Dror Baron - Universal Denoising


In recent years, we have been exploring denoising problems, where a signal x is measured with additive noise, y=x+z. The goal is to estimate x from y. This framework is directly applicable to many areas where signals are measured in a noisy way, including in imaging systems, audio, and denoising medical data. When a statistical characterization of the input x and noise z is available, a Bayesian approach can be used. However, in many problems these statistics are unavailable, and we must use a universal approach that adapts to the data at hand. Below we describe two denoising approaches that can adapt to unknown input statistics.


Universal denoising based on context quantization and Gaussian mixture learning: Our approach is based on a universal denoiser for stationary ergodic inputs that performs context quantization; this denoiser was proposed by Sivaramakrishnan and Weissman. The key idea is to partition the stationary ergodic signal denoising problem into multiple denoising problems involving subsequences that are conditionally independent and identically distributed (i.i.d.). This denoiser has been proved to asymptotically achieve the minimum mean square error (MMSE) for signals with bounded components. We overcome the limitation of boundedness by replacing the density estimation approach of Sivaramakrishnan and Weissman with a Gaussian mixture (GM) learning algorithm. Specifically, a GM model is learned for each noisy subsequence, and we obtain an estimate of the distribution of the corresponding clean subsequence by subtracting the noise variance from each Gaussian component of the learned GM model. This density estimate is used to denoise the subequence with a standard Bayesian technique.

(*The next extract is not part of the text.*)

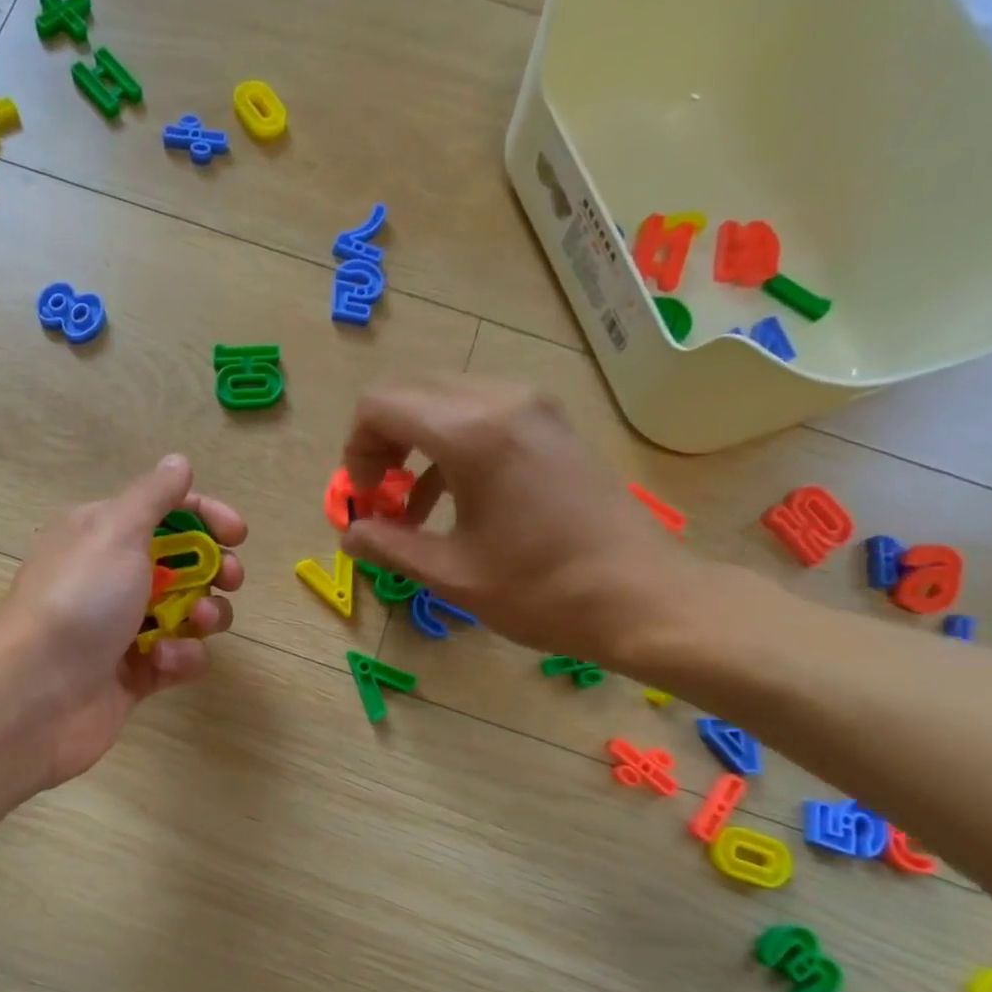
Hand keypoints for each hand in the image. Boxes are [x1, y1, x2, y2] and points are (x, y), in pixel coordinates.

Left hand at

We have applied our universal denoiser within the approximate message passing (AMP) recovery framework for linear inverse problems, which leads to a promising universal recovery algorithm AMP-UD (AMP with a universal denoiser). A block diagram of our approach appears in the following figure.

Flow Chart of AMP-UD.
Numerical results show that AMP-UD compares favorably with existing reconstruction algorithms in terms of both reconstruction quality and runtime, despite not knowing the input statistics of the stationary ergodic signal. Example numerical results for signals generated by a two state Markov source with a zero state and a non-zero state, where the non-zeros follow a Rademacher distribution (-1 and +1 are taken with equal probability) are shown in the following figure. As the measurement rate R (the ratio between the number of measurements and signal dimension) increases, the signal to distortion ratio improves. That said, AMP-UD reconstructs better than the other algorithms, except for the low-R low-SNR setting.
MP-UD for dense Markov Rademacher signal.
Note that this specific plot shows results for measurements rates that vary from 0.6 to 1.6. In other problems, especially when the input is sparse (the signals used to generate the above plot were non-sparse), compressed sensing (CS) techniques have shown that it is possible to sample and later reconstruct the input from greatly reduced measurement rates R. We have also considered CS-style settings in our work, which appears in the following publication. You may also want to view the following tutorial video about this research by Yanting Ma and Junan Zhu.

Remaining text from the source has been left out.